Entries provided —
>>>>>
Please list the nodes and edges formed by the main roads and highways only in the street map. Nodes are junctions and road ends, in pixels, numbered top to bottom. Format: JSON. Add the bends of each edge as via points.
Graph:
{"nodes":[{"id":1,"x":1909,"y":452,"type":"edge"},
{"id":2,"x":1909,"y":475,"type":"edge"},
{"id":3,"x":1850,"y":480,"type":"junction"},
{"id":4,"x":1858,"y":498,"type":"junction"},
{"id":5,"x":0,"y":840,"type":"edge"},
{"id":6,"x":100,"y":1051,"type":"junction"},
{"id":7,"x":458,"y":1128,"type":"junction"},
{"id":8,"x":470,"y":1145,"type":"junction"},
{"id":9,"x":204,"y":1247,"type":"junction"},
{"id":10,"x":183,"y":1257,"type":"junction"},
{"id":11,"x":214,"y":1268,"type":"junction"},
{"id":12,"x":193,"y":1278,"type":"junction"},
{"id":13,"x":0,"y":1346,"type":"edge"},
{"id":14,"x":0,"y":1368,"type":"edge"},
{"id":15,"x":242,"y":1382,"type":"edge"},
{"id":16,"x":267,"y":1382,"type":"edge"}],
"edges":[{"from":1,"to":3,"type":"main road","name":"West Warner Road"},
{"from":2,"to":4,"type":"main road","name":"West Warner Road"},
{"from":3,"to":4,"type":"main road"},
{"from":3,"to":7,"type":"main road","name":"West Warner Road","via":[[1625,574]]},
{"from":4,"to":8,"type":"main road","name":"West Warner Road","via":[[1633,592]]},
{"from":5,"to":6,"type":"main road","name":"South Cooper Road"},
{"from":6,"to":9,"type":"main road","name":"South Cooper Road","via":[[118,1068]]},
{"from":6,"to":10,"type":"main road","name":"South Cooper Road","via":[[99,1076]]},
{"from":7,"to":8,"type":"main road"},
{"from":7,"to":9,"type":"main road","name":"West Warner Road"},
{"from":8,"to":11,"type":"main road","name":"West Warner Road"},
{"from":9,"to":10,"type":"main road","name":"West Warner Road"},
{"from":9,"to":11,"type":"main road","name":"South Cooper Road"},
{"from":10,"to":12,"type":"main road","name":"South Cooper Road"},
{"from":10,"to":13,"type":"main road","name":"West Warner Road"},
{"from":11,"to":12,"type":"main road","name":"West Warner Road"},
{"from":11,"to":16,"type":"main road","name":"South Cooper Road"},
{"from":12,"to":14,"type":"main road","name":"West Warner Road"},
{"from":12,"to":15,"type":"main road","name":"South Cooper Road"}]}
<<<<<
Task to carry out — Each record above should be repeated exactly as it appears.

Response to this exercise —
Please list the nodes and edges formed by the main roads and highways only in the street map. Nodes are junctions and road ends, in pixels, numbered top to bottom. Format: JSON. Add the bends of each edge as via points.
Graph:
{"nodes":[{"id":1,"x":1909,"y":452,"type":"edge"},
{"id":2,"x":1909,"y":475,"type":"edge"},
{"id":3,"x":1850,"y":480,"type":"junction"},
{"id":4,"x":1858,"y":498,"type":"junction"},
{"id":5,"x":0,"y":840,"type":"edge"},
{"id":6,"x":100,"y":1051,"type":"junction"},
{"id":7,"x":458,"y":1128,"type":"junction"},
{"id":8,"x":470,"y":1145,"type":"junction"},
{"id":9,"x":204,"y":1247,"type":"junction"},
{"id":10,"x":183,"y":1257,"type":"junction"},
{"id":11,"x":214,"y":1268,"type":"junction"},
{"id":12,"x":193,"y":1278,"type":"junction"},
{"id":13,"x":0,"y":1346,"type":"edge"},
{"id":14,"x":0,"y":1368,"type":"edge"},
{"id":15,"x":242,"y":1382,"type":"edge"},
{"id":16,"x":267,"y":1382,"type":"edge"}],
"edges":[{"from":1,"to":3,"type":"main road","name":"West Warner Road"},
{"from":2,"to":4,"type":"main road","name":"West Warner Road"},
{"from":3,"to":4,"type":"main road"},
{"from":3,"to":7,"type":"main road","name":"West Warner Road","via":[[1625,574]]},
{"from":4,"to":8,"type":"main road","name":"West Warner Road","via":[[1633,592]]},
{"from":5,"to":6,"type":"main road","name":"South Cooper Road"},
{"from":6,"to":9,"type":"main road","name":"South Cooper Road","via":[[118,1068]]},
{"from":6,"to":10,"type":"main road","name":"South Cooper Road","via":[[99,1076]]},
{"from":7,"to":8,"type":"main road"},
{"from":7,"to":9,"type":"main road","name":"West Warner Road"},
{"from":8,"to":11,"type":"main road","name":"West Warner Road"},
{"from":9,"to":10,"type":"main road","name":"West Warner Road"},
{"from":9,"to":11,"type":"main road","name":"South Cooper Road"},
{"from":10,"to":12,"type":"main road","name":"South Cooper Road"},
{"from":10,"to":13,"type":"main road","name":"West Warner Road"},
{"from":11,"to":12,"type":"main road","name":"West Warner Road"},
{"from":11,"to":16,"type":"main road","name":"South Cooper Road"},
{"from":12,"to":14,"type":"main road","name":"West Warner Road"},
{"from":12,"to":15,"type":"main road","name":"South Cooper Road"}]}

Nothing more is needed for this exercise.